**Task to complete:**
Only lines holding the word "ends" are wanted from the records; copy all of them.

——————

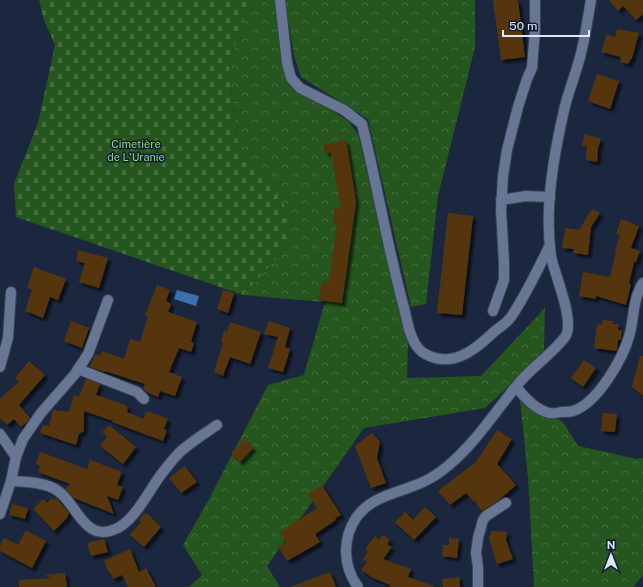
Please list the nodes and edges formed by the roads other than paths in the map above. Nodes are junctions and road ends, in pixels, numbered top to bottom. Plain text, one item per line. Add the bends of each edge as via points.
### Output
1 (280, 0) edge
2 (534, 0) edge
3 (591, 0) edge
4 (550, 197) junction
5 (501, 200) junction
6 (550, 245) junction
7 (643, 283) edge
8 (12, 292) dead end
9 (108, 300) dead end
10 (493, 311) dead end
11 (0, 367) edge
12 (78, 369) junction
13 (516, 387) junction
14 (144, 399) dead end
15 (217, 426) dead end
16 (0, 434) edge
17 (16, 457) junction
18 (11, 481) junction
19 (506, 503) dead end
20 (0, 514) edge
21 (358, 587) edge
22 (478, 587) edge

1 - 6 street via 291,78 300,88 344,110 362,124 400,292 413,340 420,350 427,355 447,360 473,350 510,319
2 - 5 street via 532,68 518,107 507,150
3 - 4 street via 582,48 559,134
4 - 5 street via 526,196
4 - 6 street
5 - 10 street via 504,280
6 - 13 street via 552,265 568,317 567,334
7 - 13 street via 638,291 624,351 607,382 586,403 574,410 549,413 527,400
8 - 11 street via 8,338
9 - 12 street via 88,354
12 - 14 street via 137,392
12 - 17 street via 40,414 27,433
13 - 21 street via 476,439 449,465 425,482 379,498 356,518 348,534 346,553 348,567
15 - 18 street via 180,452 133,514 113,530 105,532 90,528 58,490 33,483
16 - 17 street
17 - 18 street
18 - 20 street
19 - 22 street via 483,520 476,553

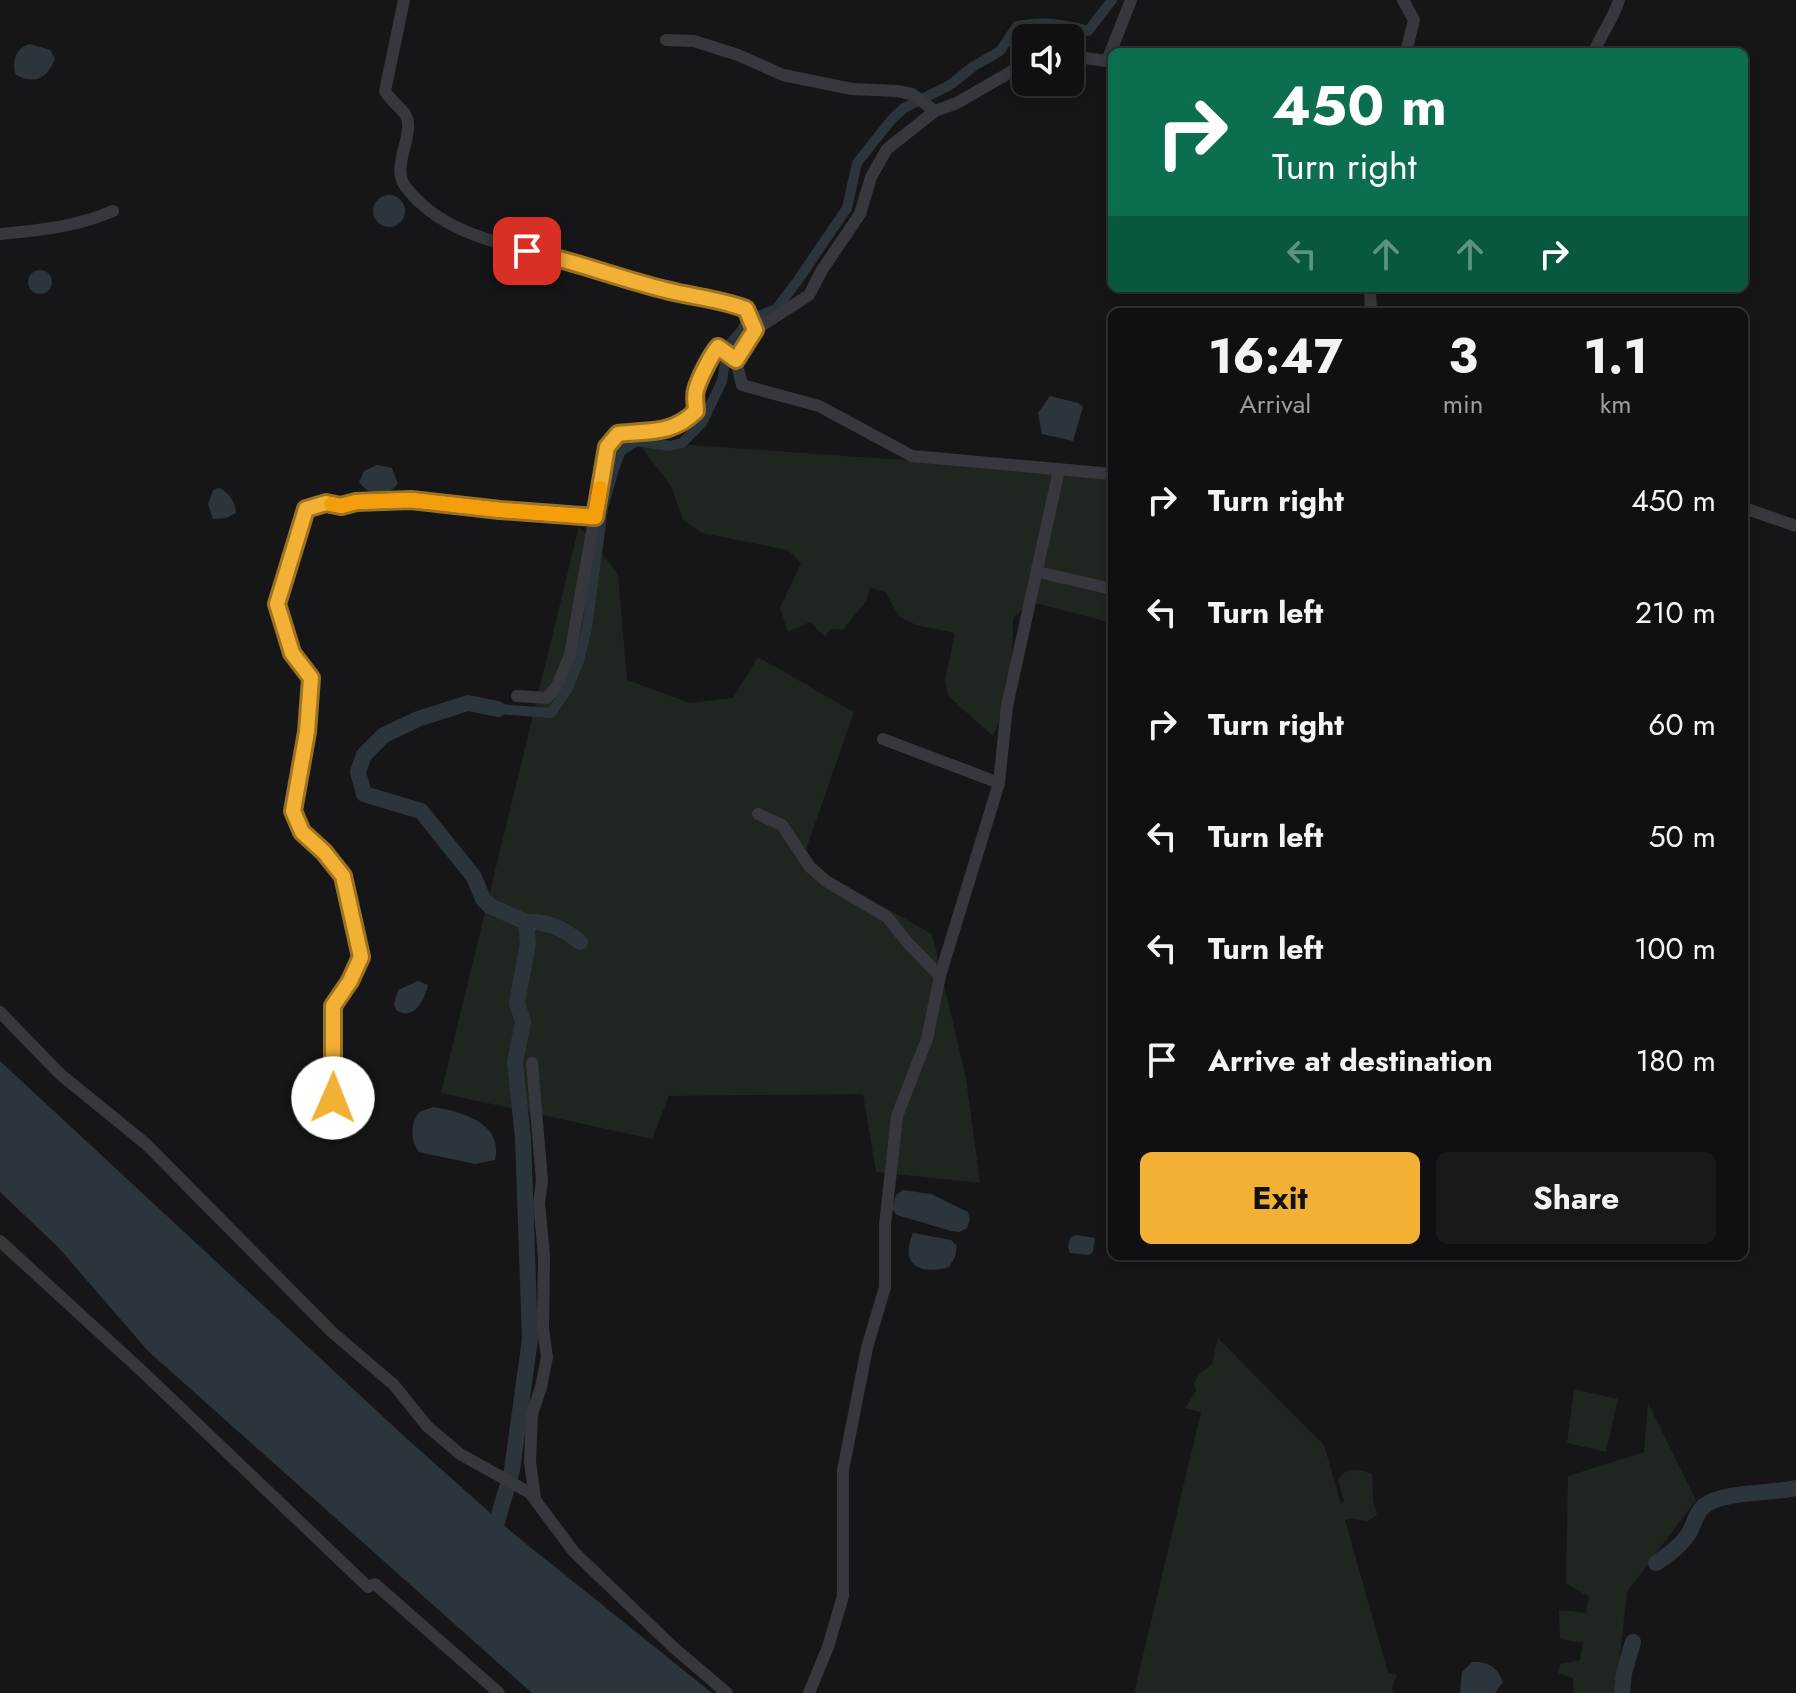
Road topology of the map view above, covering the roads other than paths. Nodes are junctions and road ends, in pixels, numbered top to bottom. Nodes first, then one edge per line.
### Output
1 (404, 0) edge
2 (1131, 0) edge
3 (1403, 0) edge
4 (1619, 0) edge
5 (666, 40) dead end
6 (1115, 48) edge
7 (1407, 48) edge
8 (1595, 48) edge
9 (1084, 59) edge
10 (1108, 64) edge
11 (1012, 71) edge
12 (933, 110) junction
13 (113, 211) dead end
14 (0, 234) edge
15 (755, 330) junction
16 (736, 360) junction
17 (1059, 470) junction
18 (1108, 474) edge
19 (1748, 509) edge
20 (595, 517) junction
21 (1796, 526) edge
22 (1038, 572) junction
23 (1108, 588) edge
24 (517, 696) dead end
25 (883, 739) dead end
26 (999, 783) junction
27 (758, 814) dead end
28 (940, 976) junction
29 (0, 1012) edge
30 (532, 1063) dead end
31 (333, 1098) dead end
32 (0, 1241) edge
33 (533, 1497) junction
34 (499, 1693) edge
35 (727, 1693) edge
36 (809, 1693) edge

1 - 15 street
2 - 6 street
3 - 7 street
4 - 8 street
5 - 12 street
9 - 10 street
11 - 12 street
12 - 15 street
13 - 14 street
15 - 16 street
16 - 17 street
16 - 20 street
17 - 18 street
17 - 22 street
19 - 21 street
20 - 24 street
20 - 31 street
22 - 23 street
22 - 26 street
25 - 26 street
26 - 28 street
27 - 28 street
28 - 36 street
29 - 33 street
30 - 33 street
32 - 34 street
33 - 35 street

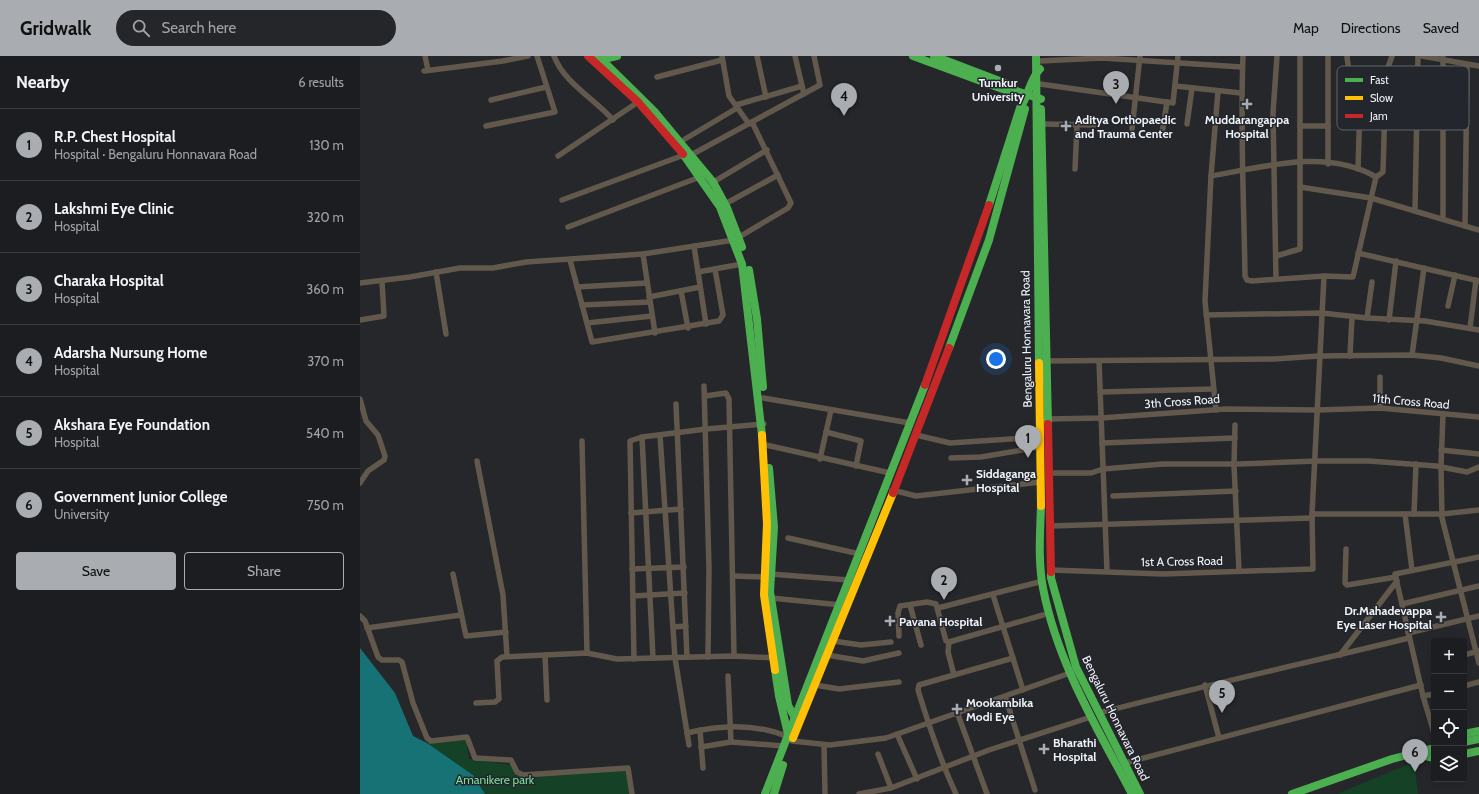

——————

**Written response:**
Please list the nodes and edges formed by the roads other than paths in the map above. Nodes are junctions and road ends, in pixels, numbered top to bottom. Plain text, one item per line. Add the bends of each edge as via points.
Road topology of the map view above, covering the roads other than paths. Nodes are junctions and road ends, in pixels, numbered top to bottom. Nodes first, then one edge per line.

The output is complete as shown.